Available data Block Start

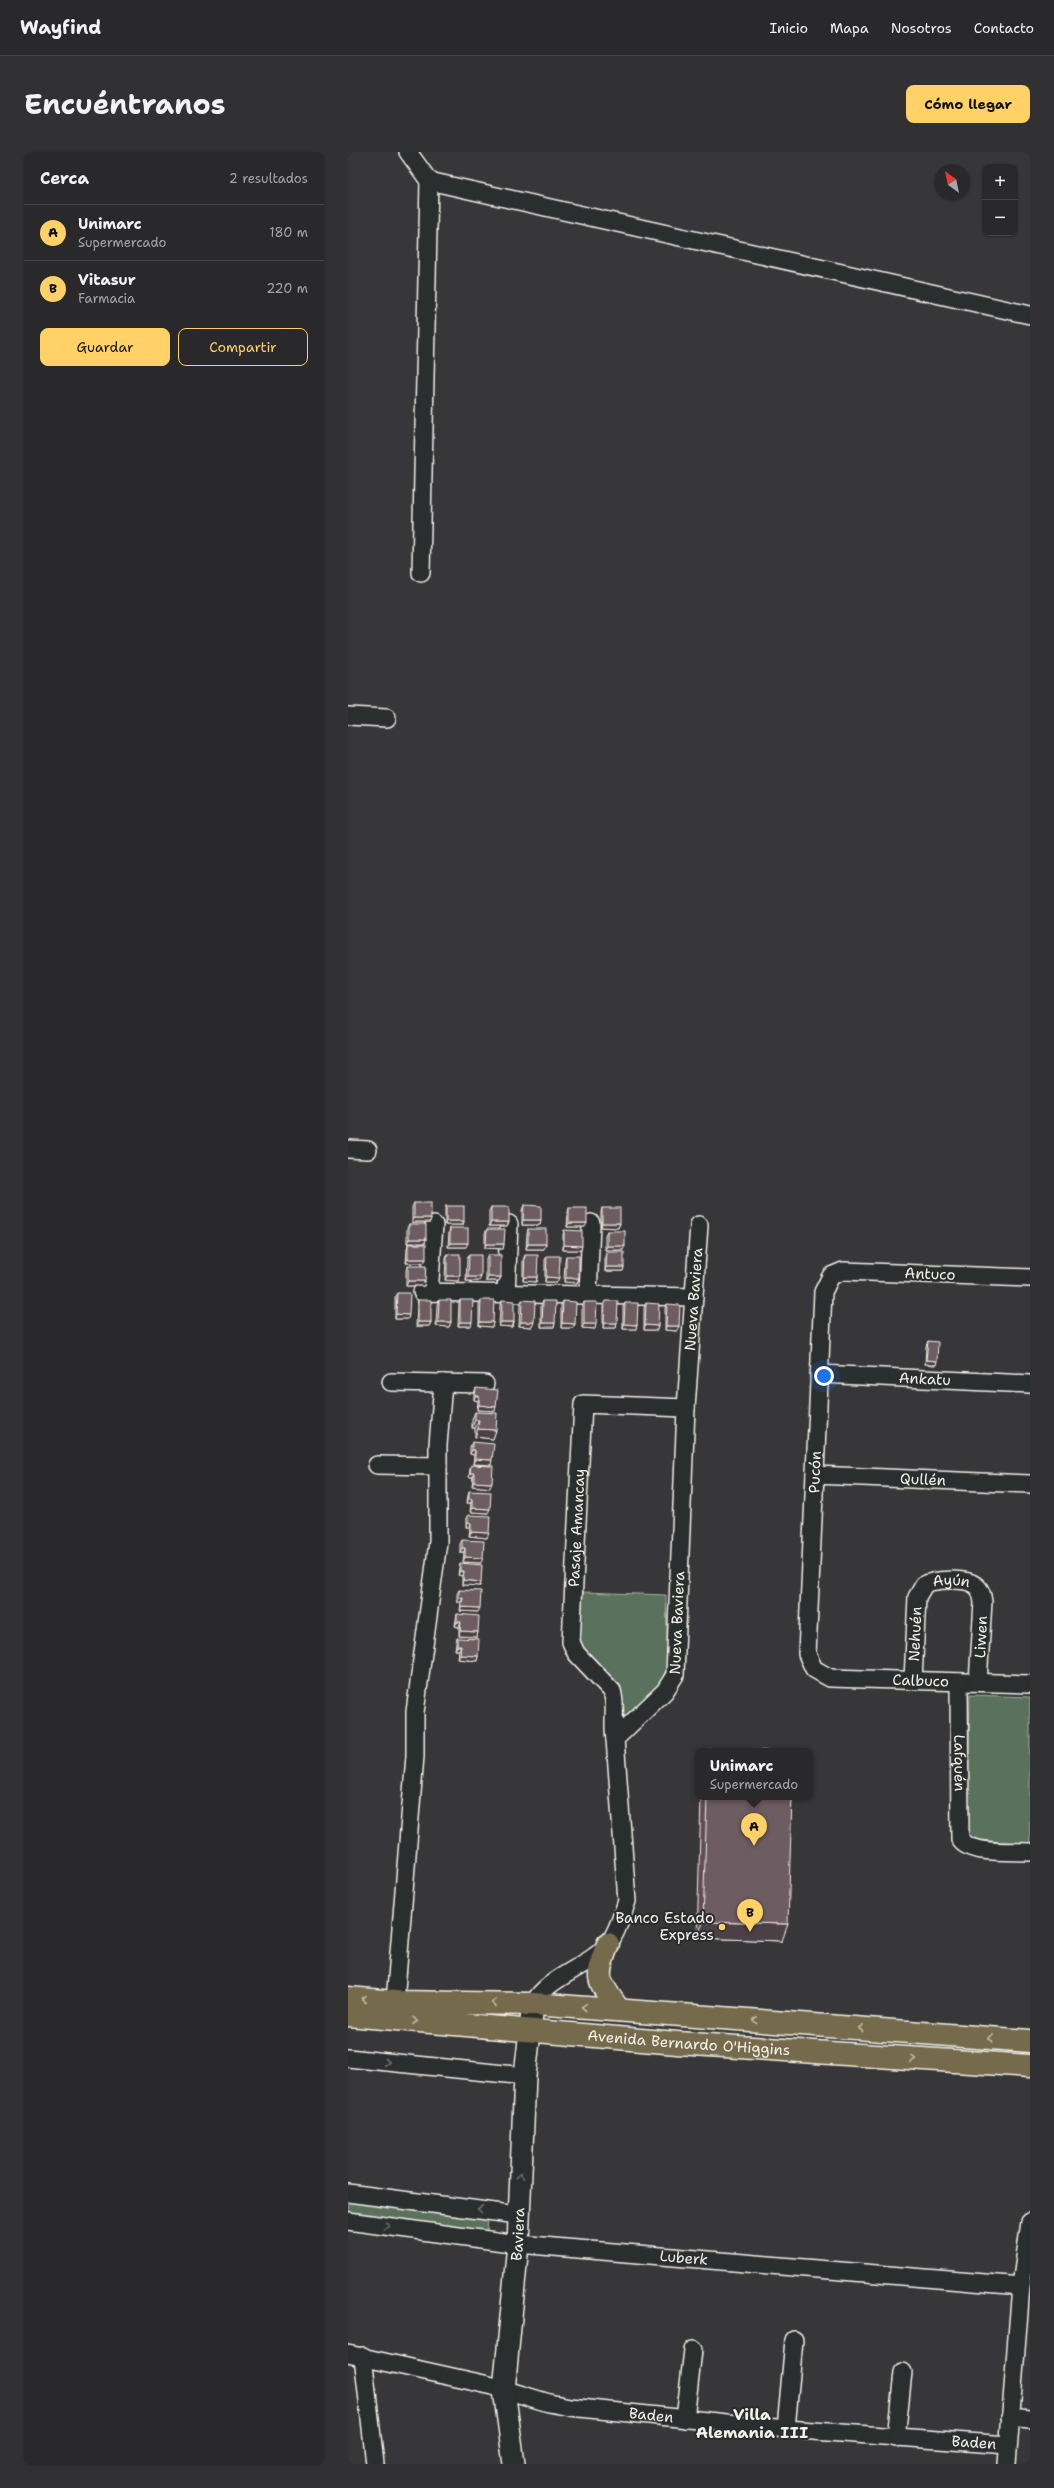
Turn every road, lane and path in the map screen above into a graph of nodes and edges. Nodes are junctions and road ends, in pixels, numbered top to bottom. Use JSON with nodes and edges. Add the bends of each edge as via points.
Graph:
{"nodes":[{"id":1,"x":408,"y":152,"type":"edge"},
{"id":2,"x":429,"y":181,"type":"junction"},
{"id":3,"x":1030,"y":315,"type":"edge"},
{"id":4,"x":421,"y":573,"type":"dead end"},
{"id":5,"x":348,"y":716,"type":"edge"},
{"id":6,"x":387,"y":718,"type":"dead end"},
{"id":7,"x":348,"y":1149,"type":"edge"},
{"id":8,"x":368,"y":1150,"type":"dead end"},
{"id":9,"x":590,"y":1223,"type":"dead end"},
{"id":10,"x":509,"y":1224,"type":"edge"},
{"id":11,"x":434,"y":1225,"type":"dead end"},
{"id":12,"x":698,"y":1225,"type":"dead end"},
{"id":13,"x":831,"y":1276,"type":"joint"},
{"id":14,"x":1030,"y":1278,"type":"edge"},
{"id":15,"x":506,"y":1294,"type":"junction"},
{"id":16,"x":588,"y":1295,"type":"junction"},
{"id":17,"x":694,"y":1297,"type":"junction"},
{"id":18,"x":819,"y":1374,"type":"junction"},
{"id":19,"x":391,"y":1382,"type":"dead end"},
{"id":20,"x":443,"y":1383,"type":"junction"},
{"id":21,"x":485,"y":1384,"type":"dead end"},
{"id":22,"x":1030,"y":1384,"type":"edge"},
{"id":23,"x":686,"y":1408,"type":"junction"},
{"id":24,"x":377,"y":1465,"type":"dead end"},
{"id":25,"x":438,"y":1466,"type":"junction"},
{"id":26,"x":815,"y":1475,"type":"junction"},
{"id":27,"x":1030,"y":1484,"type":"edge"},
{"id":28,"x":921,"y":1589,"type":"joint"},
{"id":29,"x":981,"y":1592,"type":"joint"},
{"id":30,"x":814,"y":1669,"type":"joint"},
{"id":31,"x":913,"y":1680,"type":"junction"},
{"id":32,"x":959,"y":1682,"type":"junction"},
{"id":33,"x":978,"y":1682,"type":"junction"},
{"id":34,"x":1030,"y":1684,"type":"edge"},
{"id":35,"x":615,"y":1739,"type":"junction"},
{"id":36,"x":1030,"y":1852,"type":"edge"},
{"id":37,"x":608,"y":1944,"type":"junction"},
{"id":38,"x":348,"y":1998,"type":"edge"},
{"id":39,"x":395,"y":2002,"type":"junction"},
{"id":40,"x":532,"y":2004,"type":"junction"},
{"id":41,"x":619,"y":2010,"type":"junction"},
{"id":42,"x":348,"y":2015,"type":"edge"},
{"id":43,"x":794,"y":2024,"type":"junction"},
{"id":44,"x":530,"y":2030,"type":"junction"},
{"id":45,"x":1030,"y":2041,"type":"edge"},
{"id":46,"x":792,"y":2051,"type":"junction"},
{"id":47,"x":348,"y":2058,"type":"edge"},
{"id":48,"x":1030,"y":2066,"type":"edge"},
{"id":49,"x":525,"y":2076,"type":"junction"},
{"id":50,"x":348,"y":2193,"type":"edge"},
{"id":51,"x":518,"y":2215,"type":"junction"},
{"id":52,"x":348,"y":2221,"type":"edge"},
{"id":53,"x":1030,"y":2222,"type":"edge"},
{"id":54,"x":518,"y":2244,"type":"junction"},
{"id":55,"x":1021,"y":2286,"type":"junction"},
{"id":56,"x":794,"y":2340,"type":"dead end"},
{"id":57,"x":1023,"y":2346,"type":"edge"},
{"id":58,"x":693,"y":2350,"type":"dead end"},
{"id":59,"x":355,"y":2355,"type":"edge"},
{"id":60,"x":903,"y":2372,"type":"dead end"},
{"id":61,"x":504,"y":2390,"type":"junction"},
{"id":62,"x":1010,"y":2417,"type":"junction"},
{"id":63,"x":685,"y":2419,"type":"junction"},
{"id":64,"x":1030,"y":2419,"type":"edge"},
{"id":65,"x":786,"y":2429,"type":"junction"},
{"id":66,"x":896,"y":2438,"type":"junction"},
{"id":67,"x":1008,"y":2445,"type":"junction"},
{"id":68,"x":375,"y":2464,"type":"edge"},
{"id":69,"x":514,"y":2464,"type":"edge"},
{"id":70,"x":1007,"y":2464,"type":"edge"}],
"edges":[{"from":1,"to":2,"type":"street"},
{"from":2,"to":3,"type":"street"},
{"from":2,"to":4,"type":"street"},
{"from":5,"to":6,"type":"street"},
{"from":7,"to":8,"type":"street"},
{"from":9,"to":16,"type":"street"},
{"from":10,"to":15,"type":"street"},
{"from":11,"to":15,"type":"street","via":[[426,1292]]},
{"from":12,"to":17,"type":"street","name":"Nueva Baviera"},
{"from":13,"to":14,"type":"street","name":"Antuco","via":[[849,1271]]},
{"from":13,"to":18,"type":"street","name":"Pucón","via":[[823,1292]]},
{"from":15,"to":16,"type":"street"},
{"from":16,"to":17,"type":"street"},
{"from":17,"to":23,"type":"street","name":"Nueva Baviera"},
{"from":18,"to":22,"type":"street","name":"Ankatu"},
{"from":18,"to":26,"type":"street","name":"Pucón"},
{"from":19,"to":20,"type":"street"},
{"from":20,"to":21,"type":"street"},
{"from":20,"to":25,"type":"street"},
{"from":23,"to":35,"type":"street","name":"Nueva Baviera","via":[[675,1675],[665,1691]]},
{"from":23,"to":35,"type":"street","name":"Pasaje Amancay","via":[[583,1404],[571,1642],[576,1653],[612,1691],[615,1698]]},
{"from":24,"to":25,"type":"street"},
{"from":25,"to":39,"type":"street","via":[[438,1542],[416,1712],[415,1756]]},
{"from":26,"to":27,"type":"street","name":"Qullén"},
{"from":26,"to":30,"type":"street","name":"Pucón","via":[[808,1650]]},
{"from":28,"to":29,"type":"street","name":"Ayún","via":[[933,1581],[966,1582],[975,1585]]},
{"from":28,"to":31,"type":"street","name":"Nehuén","via":[[917,1597]]},
{"from":29,"to":33,"type":"street","name":"Liwen","via":[[983,1602]]},
{"from":30,"to":31,"type":"street","name":"Calbuco","via":[[830,1678]]},
{"from":31,"to":32,"type":"street","name":"Calbuco"},
{"from":32,"to":33,"type":"street","name":"Calbuco"},
{"from":32,"to":36,"type":"street","name":"Lafquén","via":[[958,1833],[962,1844],[973,1849]]},
{"from":33,"to":34,"type":"street","name":"Calbuco"},
{"from":35,"to":37,"type":"street","via":[[627,1901]]},
{"from":37,"to":40,"type":"street","via":[[543,1990]]},
{"from":37,"to":41,"type":"main road","via":[[598,1971],[601,1985]]},
{"from":39,"to":38,"type":"main road","name":"Avenida Bernardo O'Higgins","one_way":true},
{"from":40,"to":39,"type":"main road","name":"Avenida Bernardo O'Higgins","one_way":true},
{"from":41,"to":40,"type":"main road","name":"Avenida Bernardo O'Higgins","one_way":true},
{"from":40,"to":44,"type":"street","name":"Baviera"},
{"from":43,"to":41,"type":"main road","name":"Avenida Bernardo O'Higgins","one_way":true},
{"from":42,"to":44,"type":"main road","name":"Avenida Bernardo O'Higgins","one_way":true},
{"from":45,"to":43,"type":"main road","name":"Avenida Bernardo O'Higgins","one_way":true},
{"from":43,"to":46,"type":"main road"},
{"from":44,"to":46,"type":"main road","name":"Avenida Bernardo O'Higgins"},
{"from":44,"to":49,"type":"street","name":"Baviera"},
{"from":46,"to":48,"type":"main road","name":"Avenida Bernardo O'Higgins","one_way":true},
{"from":47,"to":49,"type":"street","one_way":true},
{"from":51,"to":49,"type":"street","name":"Baviera","one_way":true},
{"from":51,"to":50,"type":"street","one_way":true},
{"from":51,"to":54,"type":"street","name":"Baviera"},
{"from":52,"to":54,"type":"street","name":"Luberk","one_way":true},
{"from":53,"to":55,"type":"street"},
{"from":54,"to":55,"type":"street","name":"Luberk"},
{"from":54,"to":61,"type":"street","name":"Baviera"},
{"from":55,"to":57,"type":"street"},
{"from":56,"to":65,"type":"street"},
{"from":57,"to":62,"type":"street"},
{"from":58,"to":63,"type":"street"},
{"from":59,"to":61,"type":"street","name":"Baden"},
{"from":59,"to":68,"type":"street"},
{"from":60,"to":66,"type":"street"},
{"from":61,"to":63,"type":"street","name":"Baden","via":[[570,2407]]},
{"from":61,"to":69,"type":"street","name":"Baviera"},
{"from":62,"to":64,"type":"street"},
{"from":62,"to":67,"type":"street"},
{"from":63,"to":65,"type":"street","name":"Baden"},
{"from":65,"to":66,"type":"street","name":"Baden"},
{"from":66,"to":67,"type":"street","name":"Baden"},
{"from":67,"to":70,"type":"street"}]}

Available data Block End

List every line above containing the word "true".

_Task output_.
{"from":39,"to":38,"type":"main road","name":"Avenida Bernardo O'Higgins","one_way":true},
{"from":40,"to":39,"type":"main road","name":"Avenida Bernardo O'Higgins","one_way":true},
{"from":41,"to":40,"type":"main road","name":"Avenida Bernardo O'Higgins","one_way":true},
{"from":43,"to":41,"type":"main road","name":"Avenida Bernardo O'Higgins","one_way":true},
{"from":42,"to":44,"type":"main road","name":"Avenida Bernardo O'Higgins","one_way":true},
{"from":45,"to":43,"type":"main road","name":"Avenida Bernardo O'Higgins","one_way":true},
{"from":46,"to":48,"type":"main road","name":"Avenida Bernardo O'Higgins","one_way":true},
{"from":47,"to":49,"type":"street","one_way":true},
{"from":51,"to":49,"type":"street","name":"Baviera","one_way":true},
{"from":51,"to":50,"type":"street","one_way":true},
{"from":52,"to":54,"type":"street","name":"Luberk","one_way":true},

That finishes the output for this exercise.